It reflects a judgment that the conduct of the party entitled to the
privilege is inconsistent with the maintenance
of the confidentiality
which the privilege is intended to protect. Such a judgment is to be
made in the context and circumstances
of the case, and in the light
of any considerations of fairness arising from that context or those
circumstances.’
[47]
Lastly, while considering Antipodean authority, the Federal Court of
Australia dealt with the question of when fairness, in
the sense used
in these judgments, requires disclosure, in
Telstra
v BT
[16]
and
Adelaide
Steamship.
[17]
In
Telstra
,
after analysing a number of judgments where the privilege was held to
have been waived, the majority formulated the test for unfairness
leading to disclosure as being whether the litigant had raised ‘as
an element in the cause of action relied upon, an issue
incapable of
resolution without reference to the material.’ In
Adelaide
Steamship
the
court said:
‘
In
other words the cases are ones in which, in the substantive
proceedings brought, the privilege holder has put in issue the very
advice received. We observe in passing that it is questionable
whether advice can properly said to be in issue in a proceeding
merely because it may be relevant to an issue in it … save,
perhaps, where the proceeding is between client and legal adviser
and
the advice is relevant to the adviser’s defence of that
proceeding.’
[48]
Drawing the threads of both local and foreign authorities together
four things emerge that must be considered cumulatively.
The first is
that there is no difference between implied waiver and a waiver
imputed by law. They are different expressions referring
to the same
thing. The second is that such a waiver may be inferred from the
objective conduct of the party claiming the privilege
in disclosing
part of the content or the gist of the material. The third is whether
the disclosure impacts upon the fairness of
the legal process and
whether the issues between the parties can be fairly determined
without reference to the material.
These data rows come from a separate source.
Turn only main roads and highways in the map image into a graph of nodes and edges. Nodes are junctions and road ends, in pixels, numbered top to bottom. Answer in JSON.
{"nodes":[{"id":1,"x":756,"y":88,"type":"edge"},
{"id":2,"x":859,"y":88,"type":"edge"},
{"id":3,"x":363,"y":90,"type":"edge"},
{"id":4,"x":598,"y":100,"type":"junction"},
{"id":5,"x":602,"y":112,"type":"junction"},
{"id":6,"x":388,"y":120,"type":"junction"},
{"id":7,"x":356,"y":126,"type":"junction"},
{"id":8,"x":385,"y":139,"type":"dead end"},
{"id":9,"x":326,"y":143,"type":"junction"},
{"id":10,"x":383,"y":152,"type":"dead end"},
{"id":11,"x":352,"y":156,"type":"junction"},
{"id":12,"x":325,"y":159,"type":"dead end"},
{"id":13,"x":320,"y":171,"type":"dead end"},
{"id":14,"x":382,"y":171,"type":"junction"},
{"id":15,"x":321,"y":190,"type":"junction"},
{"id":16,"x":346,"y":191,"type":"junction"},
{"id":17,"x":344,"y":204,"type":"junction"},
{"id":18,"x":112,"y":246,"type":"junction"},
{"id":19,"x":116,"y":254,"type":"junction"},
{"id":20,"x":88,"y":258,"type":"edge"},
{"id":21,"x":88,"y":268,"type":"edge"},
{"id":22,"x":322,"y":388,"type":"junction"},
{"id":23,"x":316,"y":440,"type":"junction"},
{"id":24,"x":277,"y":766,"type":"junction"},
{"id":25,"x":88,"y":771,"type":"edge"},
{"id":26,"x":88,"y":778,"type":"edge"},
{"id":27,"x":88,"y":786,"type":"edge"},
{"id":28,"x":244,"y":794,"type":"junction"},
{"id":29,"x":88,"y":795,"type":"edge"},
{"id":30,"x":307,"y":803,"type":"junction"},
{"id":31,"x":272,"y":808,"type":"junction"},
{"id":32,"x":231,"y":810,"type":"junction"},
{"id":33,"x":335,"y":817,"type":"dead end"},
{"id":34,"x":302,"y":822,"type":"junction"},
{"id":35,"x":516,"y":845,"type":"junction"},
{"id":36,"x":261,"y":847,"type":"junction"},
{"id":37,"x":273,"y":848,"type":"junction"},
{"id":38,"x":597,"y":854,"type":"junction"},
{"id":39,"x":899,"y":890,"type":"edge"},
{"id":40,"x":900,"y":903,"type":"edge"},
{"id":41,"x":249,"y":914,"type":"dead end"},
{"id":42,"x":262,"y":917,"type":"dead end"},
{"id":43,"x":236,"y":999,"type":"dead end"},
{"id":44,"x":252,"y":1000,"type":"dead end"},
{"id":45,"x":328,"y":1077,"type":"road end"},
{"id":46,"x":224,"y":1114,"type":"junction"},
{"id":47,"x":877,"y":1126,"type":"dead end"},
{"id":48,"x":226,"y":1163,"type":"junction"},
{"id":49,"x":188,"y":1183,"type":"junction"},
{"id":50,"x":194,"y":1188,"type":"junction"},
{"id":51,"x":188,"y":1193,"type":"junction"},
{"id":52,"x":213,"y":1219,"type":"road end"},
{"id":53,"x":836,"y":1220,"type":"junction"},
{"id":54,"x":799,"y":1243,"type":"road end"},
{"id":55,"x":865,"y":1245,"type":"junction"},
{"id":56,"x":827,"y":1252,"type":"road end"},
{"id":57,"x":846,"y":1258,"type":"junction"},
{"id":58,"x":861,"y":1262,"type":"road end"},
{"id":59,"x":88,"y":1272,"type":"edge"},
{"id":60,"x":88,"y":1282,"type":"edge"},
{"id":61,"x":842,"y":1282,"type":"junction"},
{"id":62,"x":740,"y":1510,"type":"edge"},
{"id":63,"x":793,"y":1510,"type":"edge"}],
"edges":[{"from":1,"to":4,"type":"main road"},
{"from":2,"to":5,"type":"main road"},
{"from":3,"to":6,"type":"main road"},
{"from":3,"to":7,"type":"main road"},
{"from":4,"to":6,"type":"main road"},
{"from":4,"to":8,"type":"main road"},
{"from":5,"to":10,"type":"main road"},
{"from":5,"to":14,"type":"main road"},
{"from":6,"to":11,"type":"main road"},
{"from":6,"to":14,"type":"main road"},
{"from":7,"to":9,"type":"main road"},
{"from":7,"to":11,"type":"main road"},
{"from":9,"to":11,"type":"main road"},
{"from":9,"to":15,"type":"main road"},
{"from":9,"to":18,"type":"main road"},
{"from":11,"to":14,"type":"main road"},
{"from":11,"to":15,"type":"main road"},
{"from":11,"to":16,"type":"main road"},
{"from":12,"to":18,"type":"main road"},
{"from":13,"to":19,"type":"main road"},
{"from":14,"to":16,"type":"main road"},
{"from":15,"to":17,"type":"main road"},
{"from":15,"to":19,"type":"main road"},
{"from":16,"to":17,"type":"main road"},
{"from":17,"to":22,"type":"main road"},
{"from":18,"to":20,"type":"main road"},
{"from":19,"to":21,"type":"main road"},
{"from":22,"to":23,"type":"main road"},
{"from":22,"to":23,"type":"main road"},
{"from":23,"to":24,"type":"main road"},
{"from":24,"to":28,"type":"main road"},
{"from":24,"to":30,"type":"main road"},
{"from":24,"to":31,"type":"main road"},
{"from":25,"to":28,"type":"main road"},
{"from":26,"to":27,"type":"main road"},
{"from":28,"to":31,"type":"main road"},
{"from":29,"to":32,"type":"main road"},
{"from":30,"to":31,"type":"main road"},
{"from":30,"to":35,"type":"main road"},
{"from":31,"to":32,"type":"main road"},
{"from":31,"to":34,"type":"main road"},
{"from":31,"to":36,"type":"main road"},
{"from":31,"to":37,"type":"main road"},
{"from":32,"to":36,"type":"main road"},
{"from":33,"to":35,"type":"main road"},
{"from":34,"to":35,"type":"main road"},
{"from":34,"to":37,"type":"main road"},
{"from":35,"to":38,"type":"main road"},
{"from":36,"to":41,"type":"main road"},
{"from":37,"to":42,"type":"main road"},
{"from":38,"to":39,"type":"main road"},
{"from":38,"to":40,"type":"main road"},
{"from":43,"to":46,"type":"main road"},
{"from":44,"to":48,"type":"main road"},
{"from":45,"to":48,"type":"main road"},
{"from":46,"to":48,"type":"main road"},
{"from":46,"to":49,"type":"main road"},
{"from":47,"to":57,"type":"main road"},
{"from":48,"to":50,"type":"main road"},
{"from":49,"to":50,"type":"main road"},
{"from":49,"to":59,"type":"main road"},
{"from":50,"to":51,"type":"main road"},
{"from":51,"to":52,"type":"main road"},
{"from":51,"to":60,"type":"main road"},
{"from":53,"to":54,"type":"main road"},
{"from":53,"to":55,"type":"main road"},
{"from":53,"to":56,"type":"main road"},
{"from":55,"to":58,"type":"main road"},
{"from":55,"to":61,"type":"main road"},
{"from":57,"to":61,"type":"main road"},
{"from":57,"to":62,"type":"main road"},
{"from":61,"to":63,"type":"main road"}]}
Finally,
the fourth is that there
is no general over-arching principle that privilege can be overridden
on grounds of fairness alone.
The
rule is ‘once privileged, always privileged’ and it is a
fundamental condition on which the administration of justice
rests.
Only waiver can disturb it.
[18]
[49]
I have dealt with this in some detail because there may otherwise be
some misunderstanding of the legal position and a tendency
to regard
an implied and an imputed waiver as embodying different legal
doctrines, the latter being founded solely on considerations
of
fairness. That possibility arises from the summary of the legal
position in the judgment in
S
v Tandwa and Others
.
[19]
That was an appeal against conviction on the grounds that the first
appellant’s fair trial rights had been infringed
by incompetent
legal representation at his trial. His complaint was that he had been
wrongly and incompetently advised not to give
evidence in his
defence. In response to these allegations the State delivered an
affidavit by his erstwhile advocate detailing
the legal advice given
to him. Counsel on his behalf accepted that this affidavit was
admissible in assessing his claims, so,
[20]
so that there was no issue before the court in that regard.
Obviously, once the appellant put the quality of the legal advice in
issue, he waived the privilege attaching to that advice.
[21]
[50] The summary of the
law in that case was therefore not strictly necessary for the
decision and the judgment contains none of
the careful consideration
of the authorities that would be required if the intention was to
strike out in a new direction. The
relevant passage reads as follows:
‘…
the
admissibility of his advocate’s affidavit depends on whether he
waived his right to legal professional privilege. In
Peacock
v SA Eagle Insurance Co Ltd
and
Harksen
v Attorney-General, Cape, and Others
,
the courts drew a distinction between implied and imputed waiver of
legal professional privilege. Implied waiver occurs (by analogy
with
contract law principles) when the holder of the privilege with full
knowledge of it so behaves that it can objectively be
concluded that
the privilege was intentionally abandoned. Imputed waiver occurs
where – regardless of the holder's intention
– fairness
requires that the court conclude that the privilege was abandoned.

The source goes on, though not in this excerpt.